Aber was ihm und seinen Altersgenossen in der Frankfurter Zentrale an diesem Tag endgültig die Stimmung vermiest hat, ist das Papier der „Liberalos“, wie sie hier abschätzig genannt werden. Matthias Berninger und Cem Özdemir haben zusammen mit etwa 40 Grünen aufgelistet, was ihnen am Kurs ihrer Partei nicht paßt.

„Eine klare Kampfansage an die FDP“ soll, so fordern sie, das neue Grundsatzprogramm der Grünen sein, das ab Herbst diskutiert werden soll – und das Berninger & Co. mit ihrem Papier jetzt endlich auf den Weg bringen wollen. Nach der letzten Zerreißgefahr beim Bielefelder Parteitag stoßen die „Modernisierer“ in eine Situation, die sich gerade normalisieren wollte. Der Kosovo-Krieg ist vorerst zu Ende, das Sparpaket verschickt und eine Entscheidung zur Atomenergie vertagt.

Die Reaktionen kamen prompt. Christian Simmert, jugendpolitischer Sprecher der Grünen-Bundestagsfraktion, sagt voraus, daß diese Grundsatzdebatte „ein großer Streit“ wird, „der sich über die Sommerpause hinziehen kann“. Der linke Flügel werde sich dabei allerdings nicht aus der Partei mobben lassen, „schon gar nicht von einer Minderheit“. Denn nach Ansicht Simmerts (27) sowie anderer junger Grüner sind Berninger (28) und seine Kollegen nur eine Handvoll Karrieremacher, die den Mainstream ausgrenzen und mit ihrem „dünnen Papier“ Boden in Schröders Neuer Mitte gutmachen wollen.
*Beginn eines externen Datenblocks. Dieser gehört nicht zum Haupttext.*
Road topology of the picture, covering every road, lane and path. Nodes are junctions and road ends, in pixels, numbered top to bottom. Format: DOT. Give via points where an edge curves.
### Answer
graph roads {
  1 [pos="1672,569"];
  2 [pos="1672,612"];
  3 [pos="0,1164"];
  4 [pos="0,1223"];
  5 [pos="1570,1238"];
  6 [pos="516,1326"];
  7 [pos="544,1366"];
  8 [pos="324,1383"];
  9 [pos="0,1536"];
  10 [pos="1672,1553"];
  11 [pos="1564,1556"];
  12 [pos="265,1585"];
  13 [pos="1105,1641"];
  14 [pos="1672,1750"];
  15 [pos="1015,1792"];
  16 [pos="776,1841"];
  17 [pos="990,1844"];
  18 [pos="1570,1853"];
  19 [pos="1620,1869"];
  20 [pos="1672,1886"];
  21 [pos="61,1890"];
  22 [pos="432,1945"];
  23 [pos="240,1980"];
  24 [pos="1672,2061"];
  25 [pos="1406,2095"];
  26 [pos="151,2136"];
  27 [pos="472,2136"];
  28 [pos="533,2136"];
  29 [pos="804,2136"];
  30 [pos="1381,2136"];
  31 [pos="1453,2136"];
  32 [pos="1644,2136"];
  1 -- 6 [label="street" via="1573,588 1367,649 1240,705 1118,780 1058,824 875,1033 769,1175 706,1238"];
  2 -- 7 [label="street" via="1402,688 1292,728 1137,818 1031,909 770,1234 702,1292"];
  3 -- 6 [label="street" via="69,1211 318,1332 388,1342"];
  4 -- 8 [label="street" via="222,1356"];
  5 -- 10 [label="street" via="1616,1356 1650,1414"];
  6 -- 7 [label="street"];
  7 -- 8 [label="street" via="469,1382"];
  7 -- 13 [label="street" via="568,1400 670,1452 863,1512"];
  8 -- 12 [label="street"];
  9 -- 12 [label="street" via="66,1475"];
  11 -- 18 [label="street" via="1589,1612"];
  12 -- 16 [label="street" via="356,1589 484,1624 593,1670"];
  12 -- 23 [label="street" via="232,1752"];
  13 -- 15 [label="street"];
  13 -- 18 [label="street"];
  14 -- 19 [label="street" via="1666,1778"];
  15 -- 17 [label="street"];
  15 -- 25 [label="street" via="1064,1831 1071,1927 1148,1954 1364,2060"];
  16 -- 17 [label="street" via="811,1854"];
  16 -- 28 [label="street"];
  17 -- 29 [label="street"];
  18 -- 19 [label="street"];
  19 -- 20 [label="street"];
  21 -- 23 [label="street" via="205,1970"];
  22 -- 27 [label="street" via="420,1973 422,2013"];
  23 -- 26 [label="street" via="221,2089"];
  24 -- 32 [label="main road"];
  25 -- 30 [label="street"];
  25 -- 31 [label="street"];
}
Während Fraktionschef Rezzo Schlauch und Bundesgeschäftsführer Reinhard Bütikofer das Papier erwartungsgemäß begrüßten, bemängelte Vorstandssprecherin Gunda Röstel die wenig konkrete Ausführung. Zwar gehöre „der moderne Liberalismus, den die FDP weggeworfen hat, auch zu unserem Spektrum“, aber man müsse greifbare Inhalte diskutieren, um sich verständigen zu können. Verständigung bedarf Vertrauen. Von dem Vertrauensverhältnis unter Grünen indes, das die selbsternannte „Zweite Generation“ um Berninger und Özdemir in ihrem Papier beschwört, scheint wenig vorhanden. Vorstandssprecherin Antje Radcke warnte gestern sogar vor einer Spaltung der Partei. Vor knapp zwei Jahren gab es einen ähnlich umstrittenen Vorstoß. Damals hießen die Urheber bei ihren Parteifeinden noch „Realos“. Mit dem „Start 21“-Papier wirbelten sie durch provozierende Thesen weit weniger Staub auf als heute. Vieles wurde in Einigkeit gegen Kohl geschluckt und gärte unausgesprochen weiter.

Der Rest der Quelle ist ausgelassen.